*Excerpts from a dataset:*

++++++++++++++++++++

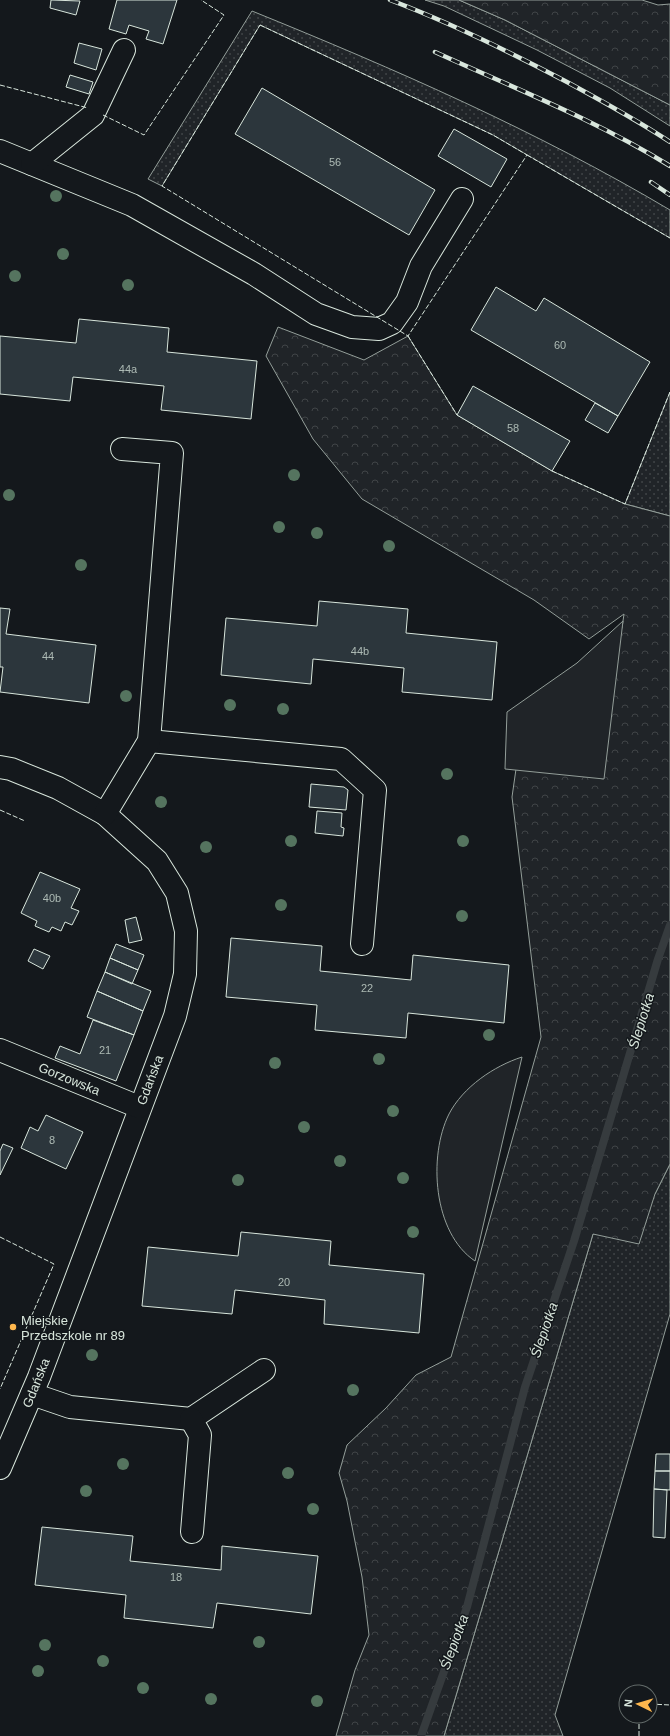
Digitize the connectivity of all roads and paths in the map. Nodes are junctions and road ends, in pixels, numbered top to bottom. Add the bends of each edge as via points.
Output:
1 (124, 50) dead end
2 (0, 151) edge
3 (32, 164) junction
4 (462, 199) dead end
5 (122, 449) dead end
6 (149, 741) junction
7 (0, 767) edge
8 (105, 814) junction
9 (362, 944) dead end
10 (0, 1050) edge
11 (139, 1107) junction
12 (264, 1370) dead end
13 (32, 1394) junction
14 (191, 1419) junction
15 (0, 1468) edge
16 (192, 1532) dead end

1 - 3 street via 93,115
2 - 3 street
3 - 4 street via 132,206 254,274 316,314 352,327 379,329 392,323 407,302 421,266
5 - 6 street via 172,453
6 - 8 street
6 - 9 street via 341,759 375,790
7 - 8 street, Gdańska via 58,788
8 - 11 street, Gdańska via 157,861 176,893 186,931 186,974 175,1016
10 - 11 street, Gorzowska
11 - 13 street, Gdańska
12 - 14 street
13 - 14 street via 70,1407
13 - 15 street, Gdańska
14 - 16 street via 200,1435

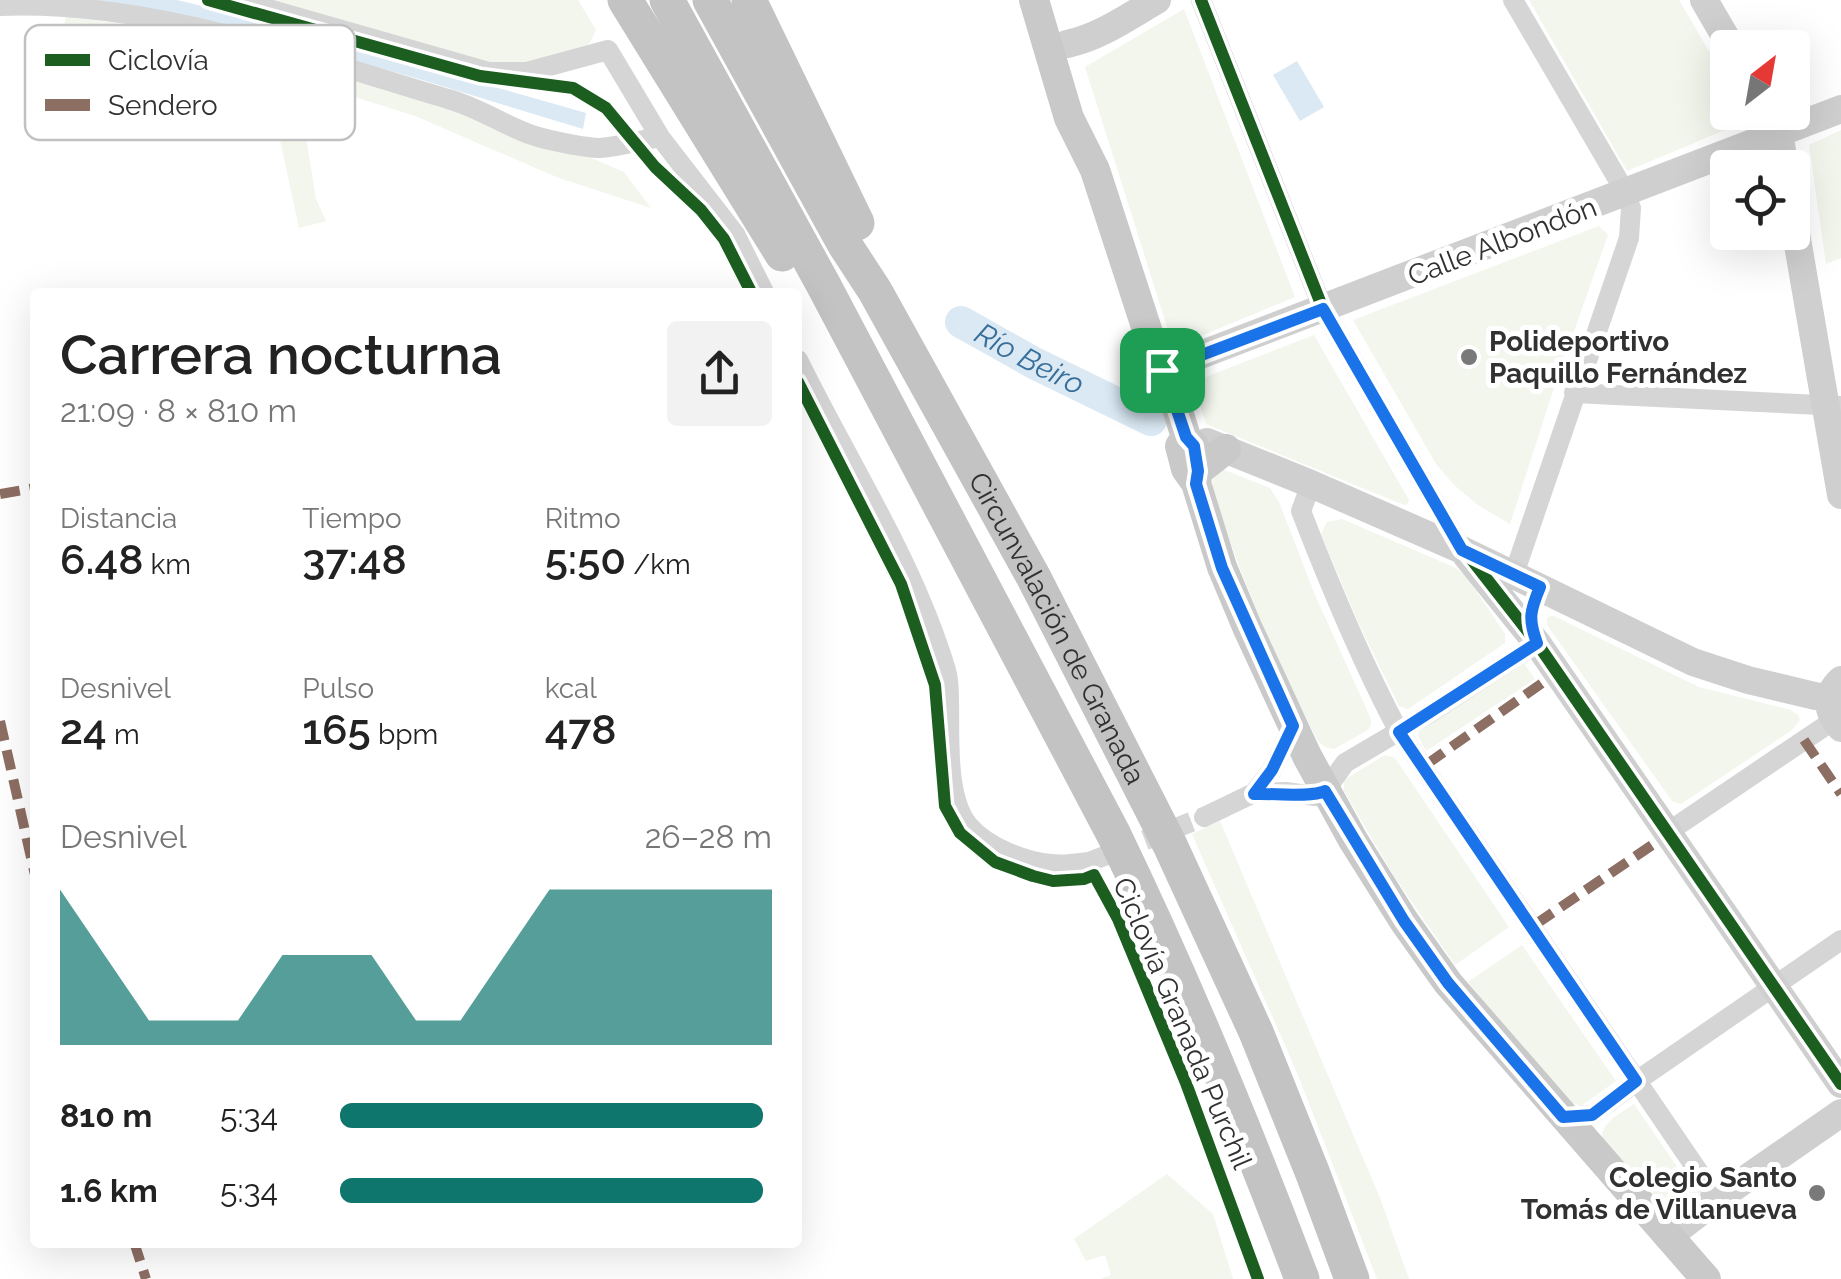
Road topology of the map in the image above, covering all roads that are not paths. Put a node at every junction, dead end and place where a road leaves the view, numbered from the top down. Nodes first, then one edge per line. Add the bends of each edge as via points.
1 (237, 0) edge
2 (625, 0) edge
3 (667, 0) edge
4 (710, 0) edge
5 (749, 0) edge
6 (1038, 0) edge
7 (1056, 0) edge
8 (1156, 0) edge
9 (1201, 0) edge
10 (1513, 0) edge
11 (1704, 0) edge
12 (0, 6) edge
13 (184, 25) edge
14 (324, 25) edge
15 (1722, 30) edge
16 (355, 34) edge
17 (1067, 44) junction
18 (355, 72) edge
19 (1841, 109) edge
20 (1810, 115) edge
21 (1759, 130) edge
22 (660, 137) junction
23 (1095, 170) junction
24 (1626, 194) junction
25 (1801, 250) edge
26 (762, 288) edge
27 (876, 292) junction
28 (1323, 309) junction
29 (851, 336) junction
30 (802, 368) edge
31 (1162, 370) junction
32 (1574, 393) junction
33 (1834, 405) edge
34 (1186, 437) junction
35 (1226, 449) junction
36 (1197, 477) junction
37 (1311, 484) junction
38 (1841, 495) edge
39 (1462, 550) junction
40 (1506, 586) junction
41 (1540, 587) junction
42 (1537, 643) junction
43 (1836, 706) edge
44 (1293, 726) junction
45 (1399, 732) junction
46 (1307, 756) junction
47 (1345, 763) junction
48 (1325, 791) junction
49 (1254, 794) junction
50 (1204, 818) tunnel mouth
51 (1668, 832) junction
52 (1089, 862) tunnel mouth
53 (1841, 940) edge
54 (1774, 986) junction
55 (1636, 1081) junction
56 (1841, 1084) edge
57 (1841, 1113) edge
58 (1580, 1124) junction
59 (1717, 1199) junction
60 (1668, 1237) junction
61 (1302, 1279) edge
62 (1352, 1279) edge
63 (1706, 1279) edge

1 - 14 street
2 - 29 highway via 809,297
3 - 29 highway, Circunvalación de Granada
4 - 27 highway, Circunvalación de Granada
5 - 27 highway via 862,232
6 - 17 main road
6 - 23 main road via 1069,118
7 - 17 main road
8 - 17 street
9 - 28 street
10 - 24 street
11 - 15 street
12 - 13 street via 113,11
16 - 22 street via 489,72 528,72 608,50
17 - 23 main road via 1095,142
18 - 22 street via 471,106 533,136 598,148
19 - 20 street, Calle Albondón
21 - 24 street, Calle Albondón
22 - 26 street via 735,234
23 - 31 main road
24 - 28 street, Calle Albondón
24 - 32 street via 1632,208 1629,238
25 - 33 street
27 - 62 highway, Circunvalación de Granada via 1034,578 1170,845 1256,1032
28 - 31 street, Calle Albondón
28 - 39 street
29 - 61 highway, Circunvalación de Granada via 1146,901
30 - 52 street via 908,570 948,675 957,807 970,828 1016,855 1055,865
31 - 34 main road
32 - 33 street
32 - 40 street
33 - 38 street
34 - 35 street
34 - 36 main road via 1180,446 1186,468
35 - 36 main road
35 - 37 street
36 - 44 main road via 1222,568
37 - 39 street
37 - 45 street via 1301,511
39 - 40 street
40 - 41 street
40 - 42 street
41 - 42 street via 1530,612
41 - 43 street via 1693,662
42 - 45 street
42 - 51 street
43 - 51 street
44 - 46 main road
44 - 49 street
45 - 47 street
45 - 55 street
46 - 47 street
46 - 48 main road
47 - 48 street
48 - 49 street
48 - 58 main road via 1448,983
49 - 50 street
51 - 54 street
53 - 54 street
54 - 55 street
54 - 56 street
55 - 58 street
55 - 59 street
57 - 59 street
58 - 60 main road
59 - 60 street
60 - 63 main road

++++++++++++++++++++

*WHAT THE TASK REQUIRES:*
Within the data above, pick out all lines holding the word "Gdańska".

*RESULT FOR THIS TASK:*
7 - 8 street, Gdańska via 58,788
8 - 11 street, Gdańska via 157,861 176,893 186,931 186,974 175,1016
11 - 13 street, Gdańska
13 - 15 street, Gdańska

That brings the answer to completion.